C’est un rendez-vous attendu par les médias. En présence de l’avocat général, Sylvain Kaluila, le directeur de cabinet présidentiel Vital Kamerhe a été confronté, lundi 13 avril, à la prison centrale de Makala, aux membres de la coordination technique du Programme des cent jours, qui avaient fait, quelques jours plus tôt, leurs dépositions séparées au parquet de Kinshasa-Matete. Les principales vérifications ont porté sur le degré d’implication des uns et des autres dans la passation des marchés en rapport avec ledit programme. Toutes les parties, qui ont comparu, ont dit n’être pas impliquées dans la sélection des prestataires car cela ne relevait pas de la cellule de coordination technique. Seul le directeur de cabinet, Vital Kamerhe, a reconnu avoir eu des discussions à ce propos au sein du comité de supervision avec les ministres sectoriels et ceux de la chaîne de la dépense.

D’après nos informations, le parquet s’est attaché à savoir comment les sociétés Samibo et Husmal– appartenant à l’homme d’affaires libanais Jammal Samih – se sont retrouvées dans les entreprises du programme d’urgence des cent jours du nouveau chef de l’Etat. D’après un des avocats, joint par la rédaction du magazine Enjeux africains, Justin Kamerhe, membre de la commission ad hoc et frère cadet de Vital Kamerhe, ainsi que Aphy Badaga Mubagwa, conseiller à la présidence de la République, membre du collège « économie et finances », ont reconnu, pour leur part, avoir traité ce dossier Husmal, puis l’ont remis ensuite au directeur de cabinet. Ce dernier a alors écrit au ministère du Budget pour demander un avis de non-objection sur base de l’avis favorable remis par les deux membres de la cellule de coordination.

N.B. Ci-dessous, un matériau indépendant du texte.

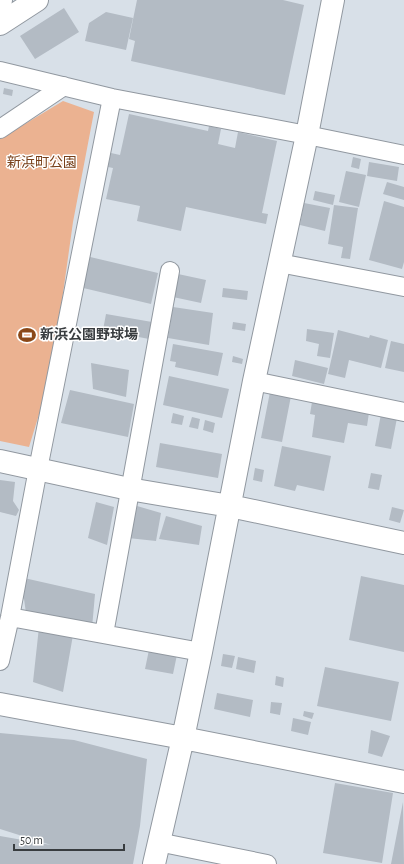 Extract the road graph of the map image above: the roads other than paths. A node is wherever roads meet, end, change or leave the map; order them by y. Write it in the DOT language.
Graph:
graph roads {
  1 [pos="37,0"];
  2 [pos="333,0"];
  3 [pos="0,24"];
  4 [pos="0,71"];
  5 [pos="64,86"];
  6 [pos="112,98"];
  7 [pos="0,129"];
  8 [pos="307,135"];
  9 [pos="404,155"];
  10 [pos="279,263"];
  11 [pos="170,271"];
  12 [pos="404,287"];
  13 [pos="254,381"];
  14 [pos="404,412"];
  15 [pos="0,461"];
  16 [pos="38,470"];
  17 [pos="130,489"];
  18 [pos="230,506"];
  19 [pos="404,543"];
  20 [pos="10,617"];
  21 [pos="104,634"];
  22 [pos="201,652"];
  23 [pos="0,661"];
  24 [pos="0,704"];
  25 [pos="183,738"];
  26 [pos="404,782"];
  27 [pos="158,842"];
  28 [pos="154,864"];
  29 [pos="267,864"];
  1 -- 3 [label="street"];
  2 -- 8 [label="street"];
  4 -- 5 [label="street"];
  5 -- 6 [label="street"];
  5 -- 7 [label="street"];
  6 -- 8 [label="street"];
  6 -- 16 [label="street"];
  8 -- 9 [label="street"];
  8 -- 10 [label="street"];
  10 -- 12 [label="street"];
  10 -- 13 [label="street"];
  11 -- 17 [label="street"];
  13 -- 14 [label="street"];
  13 -- 18 [label="street"];
  15 -- 16 [label="street"];
  16 -- 17 [label="street"];
  16 -- 20 [label="street"];
  17 -- 18 [label="street"];
  17 -- 21 [label="street"];
  18 -- 19 [label="street"];
  18 -- 22 [label="street"];
  20 -- 21 [label="street"];
  20 -- 23 [label="street"];
  21 -- 22 [label="street"];
  22 -- 25 [label="street"];
  24 -- 25 [label="street"];
  25 -- 26 [label="street"];
  25 -- 27 [label="street"];
  27 -- 28 [label="street"];
  27 -- 29 [label="street"];
} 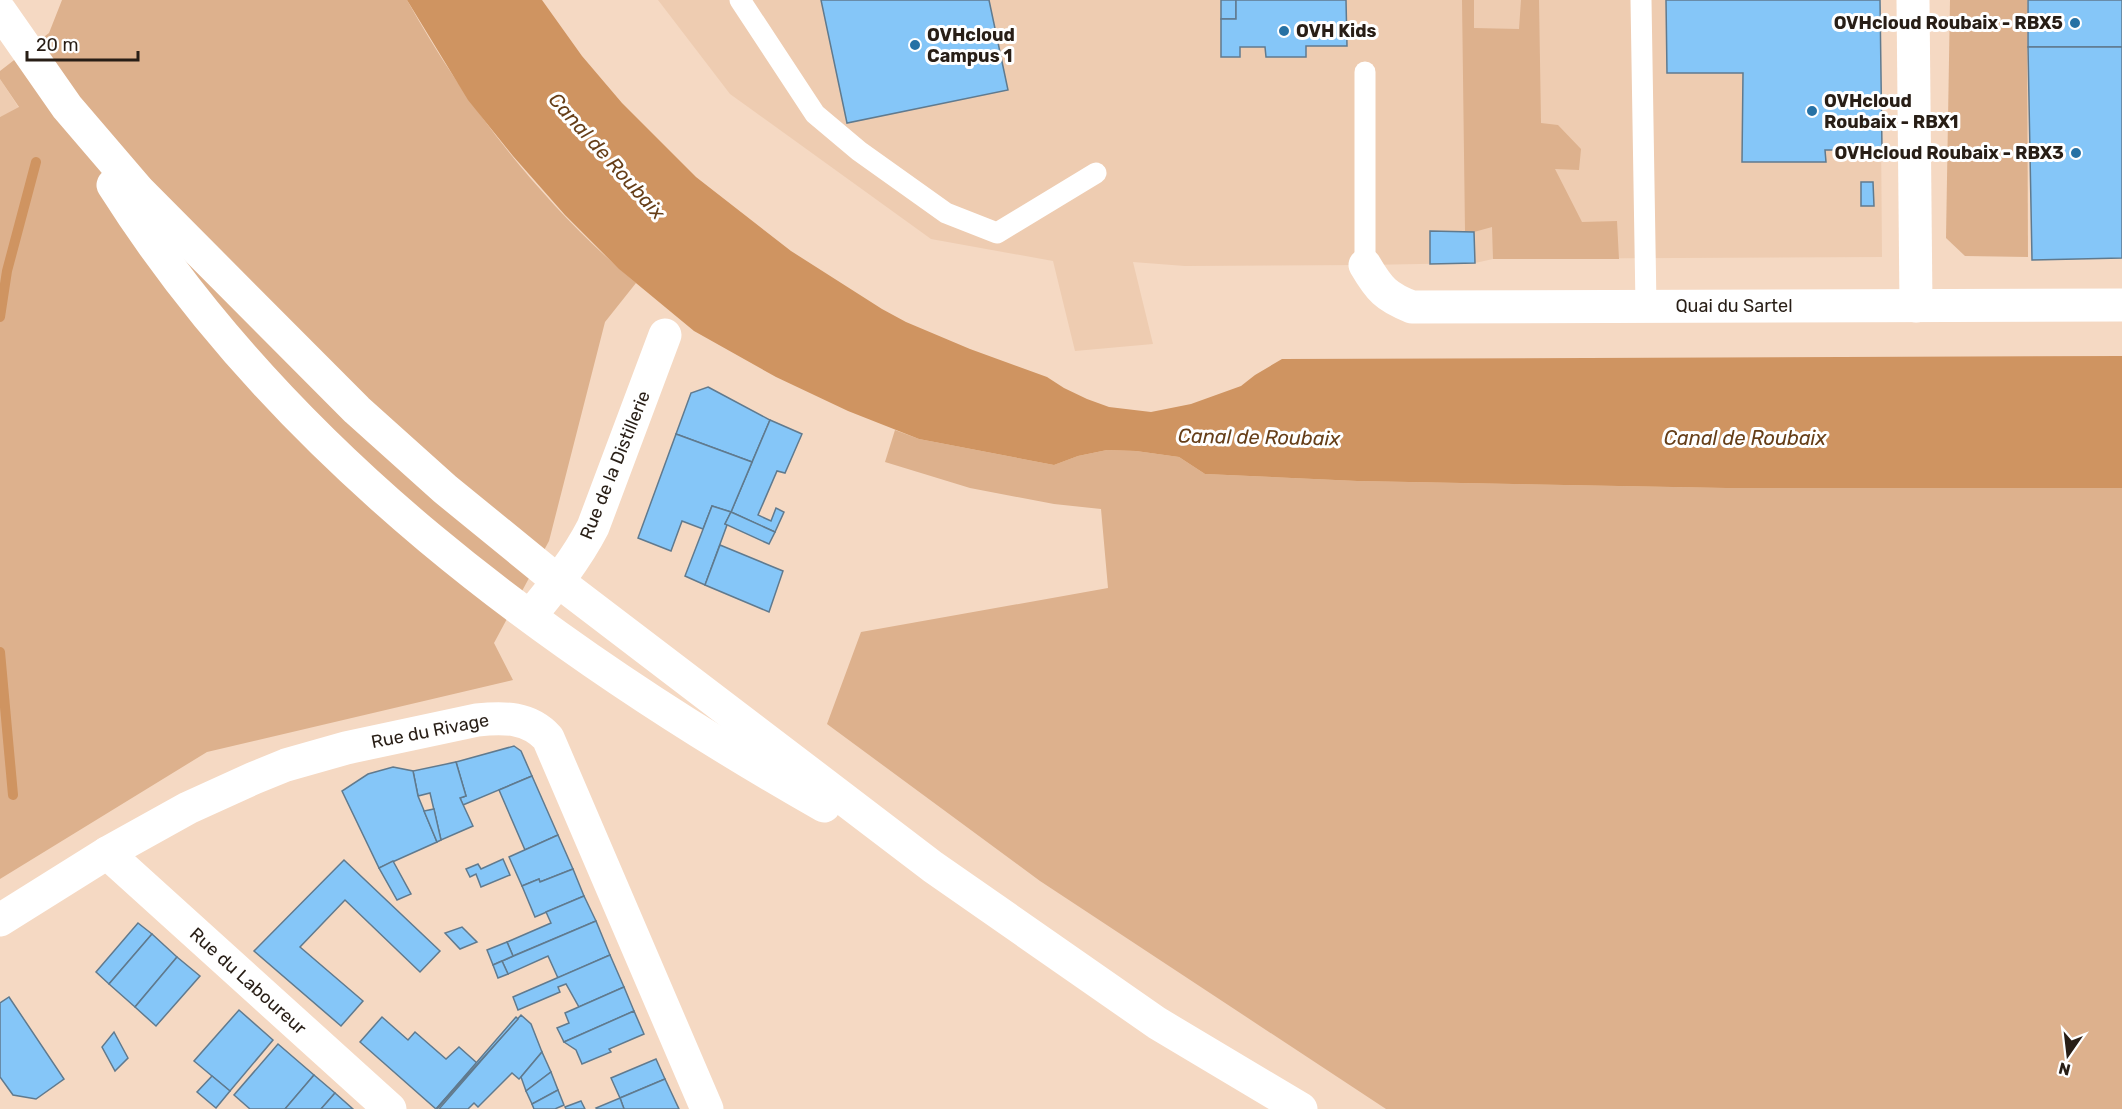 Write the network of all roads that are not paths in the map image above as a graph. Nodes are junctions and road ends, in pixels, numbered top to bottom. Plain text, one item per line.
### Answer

La ligne de défense du directeur de cabinet paraît bien claire. Lui estime en effet que seule la responsabilité du ministre du Budget est en cause, car lui n’est pas le signataire du contrat. Le parquet aura maintenant à évaluer quelle est la responsabilité morale du patron de l’administration présidentielle. D’après une autre source proche du dossier, ce dernier aurait usé de son influence pour obtenir les signatures du ministre du Budget et de celui de l’Habitat, sachant que jusqu’à ce jour le Libanais Jammal Samih n’est jamais parvenu à justifier plus de 8 millions sur les 57 millions de dollars reçus pour la livraison de près de 1 500 maisons préfabriquées. Des soupçons de surfacturation pèsent par conséquent sur ce dossier, avec une forte odeur de rétrocommission.